Die GDHS ist mit 250 ausgebildeten Betrieben auf einem guten Weg. Die Kampagne des BRV wird das Bewusstsein der Verbraucher aber nachhaltig schärfen, sodass jeder Betrieb, der noch keine Qualifikation für UHP- und Runflat-Reifen hat, einen deutlichen Rückgang in diesem Bereich befürchten muss. Ungeachtet der wirtschaftlichen Einbußen sollte jedem Betrieb auch bewusst werden, welche Risiken er selbst eingeht, wenn in seiner Werkstatt UHP- und Runflat-Reifen an nicht zertifizierten Maschinen montiert werden. Jede Montage mit herkömmlichem Gerät hinterlässt nachweislich Schäden am Reifen, die ernste Folgen haben können.

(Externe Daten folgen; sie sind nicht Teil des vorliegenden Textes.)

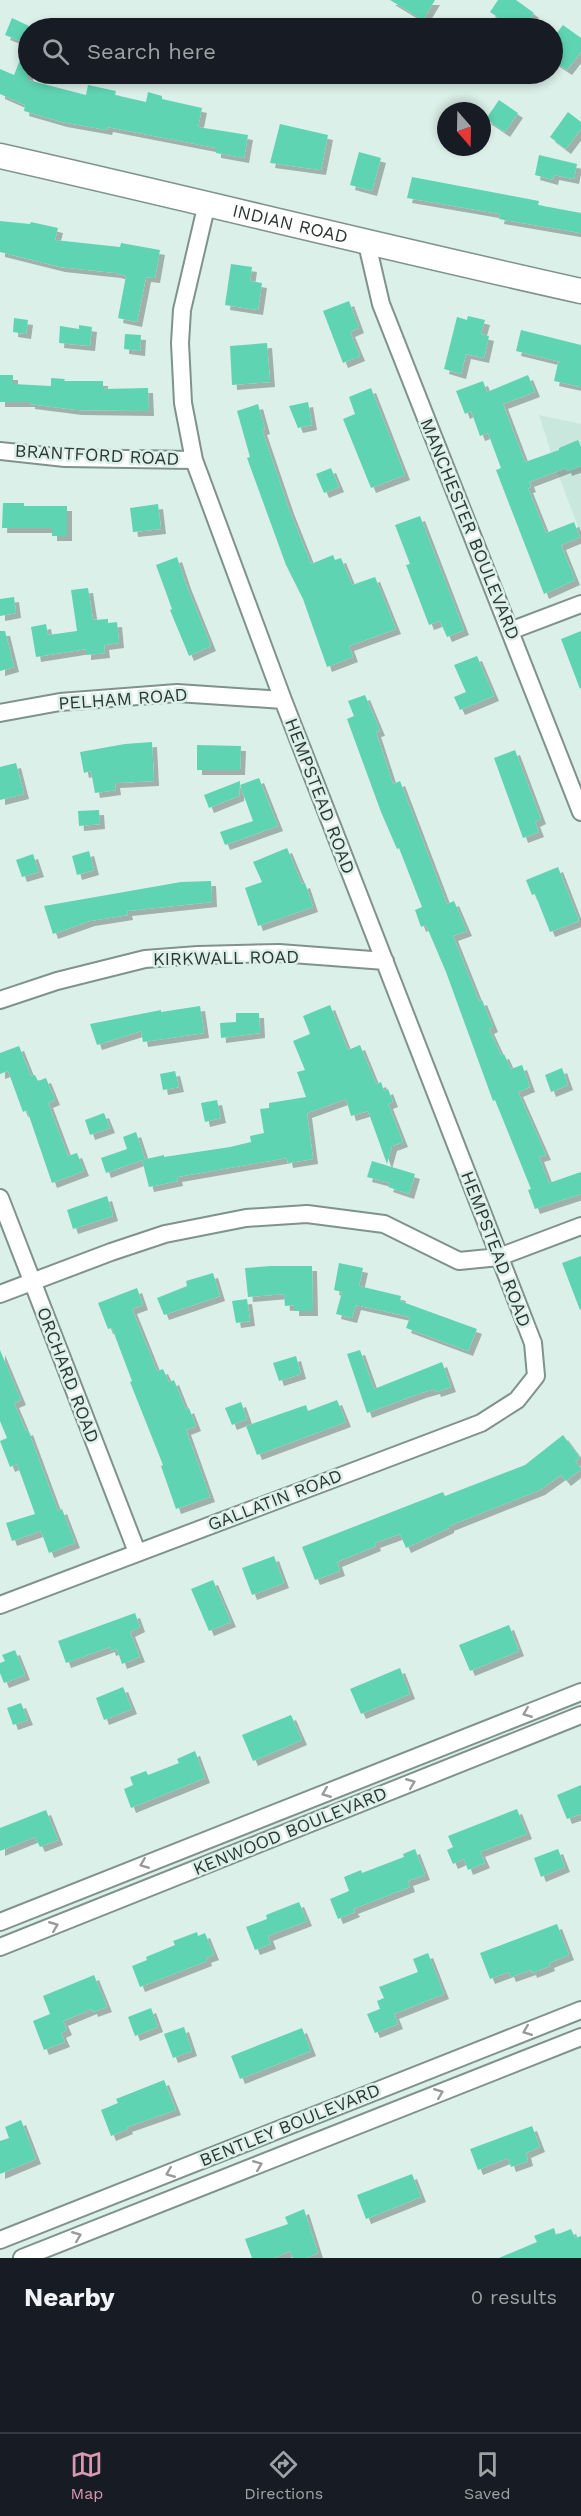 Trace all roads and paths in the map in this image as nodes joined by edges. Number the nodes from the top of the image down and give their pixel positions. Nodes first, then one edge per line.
1 (0, 156) edge
2 (207, 203) junction
3 (367, 244) junction
4 (581, 291) edge
5 (0, 451) edge
6 (194, 460) junction
7 (581, 604) edge
8 (510, 631) junction
9 (283, 700) junction
10 (0, 713) edge
11 (581, 812) edge
12 (385, 961) junction
13 (0, 1000) edge
14 (0, 1198) edge
15 (581, 1226) edge
16 (499, 1257) junction
17 (32, 1282) junction
18 (0, 1294) edge
19 (537, 1376) joint
20 (137, 1552) junction
21 (0, 1605) edge
22 (581, 1692) edge
23 (581, 1715) edge
24 (0, 1922) edge
25 (0, 1947) edge
26 (581, 2010) edge
27 (581, 2037) edge
28 (0, 2240) edge
29 (22, 2258) edge

1 - 2 street, INDIAN ROAD
2 - 3 street, INDIAN ROAD
2 - 6 street, HEMPSTEAD ROAD
3 - 4 street, INDIAN ROAD
3 - 8 street, MANCHESTER BOULEVARD
5 - 6 street, BRANTFORD ROAD
6 - 9 street, HEMPSTEAD ROAD
7 - 8 street
8 - 11 street, MANCHESTER BOULEVARD
9 - 10 street, PELHAM ROAD
9 - 12 street, HEMPSTEAD ROAD
12 - 13 street, KIRKWALL ROAD
12 - 16 street, HEMPSTEAD ROAD
14 - 17 street, ORCHARD ROAD
15 - 16 street
16 - 17 street
16 - 19 street, HEMPSTEAD ROAD
17 - 18 street
17 - 20 street, ORCHARD ROAD
19 - 20 street, GALLATIN ROAD
20 - 21 street, GALLATIN ROAD
22 -> 24 street, KENWOOD BOULEVARD
25 -> 23 street, KENWOOD BOULEVARD
26 -> 28 street, BENTLEY BOULEVARD
29 -> 27 street, BENTLEY BOULEVARD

Die Kampagne des BRV wird in Zeitungen und TV-Sendern kommuniziert. Betriebe, die die Zertifizierung bereits haben, hatten in den letzten Tagen ein Starterpaket in der Post. Zusätzlich können große Spannbänder zum Selbstkostenpreis bestellt werden, die den Kunden von weitem signalisieren: Hier ist Fachpersonal mit geeigneten Maschinen am Werk.

Unser Betrieb ist bereits seit Januar 2010 zertifiziert.Herr Volker Kuhn hat die zweitägige Schulung mit Erfolg abgeschlossen. Die passenden Maschinen hat das Car Service Center Kuhn im Oktober 2010 erworben und ist somit auf dem neuesten technischen Stand was die Montage von UHP-und Runflatreifen angeht.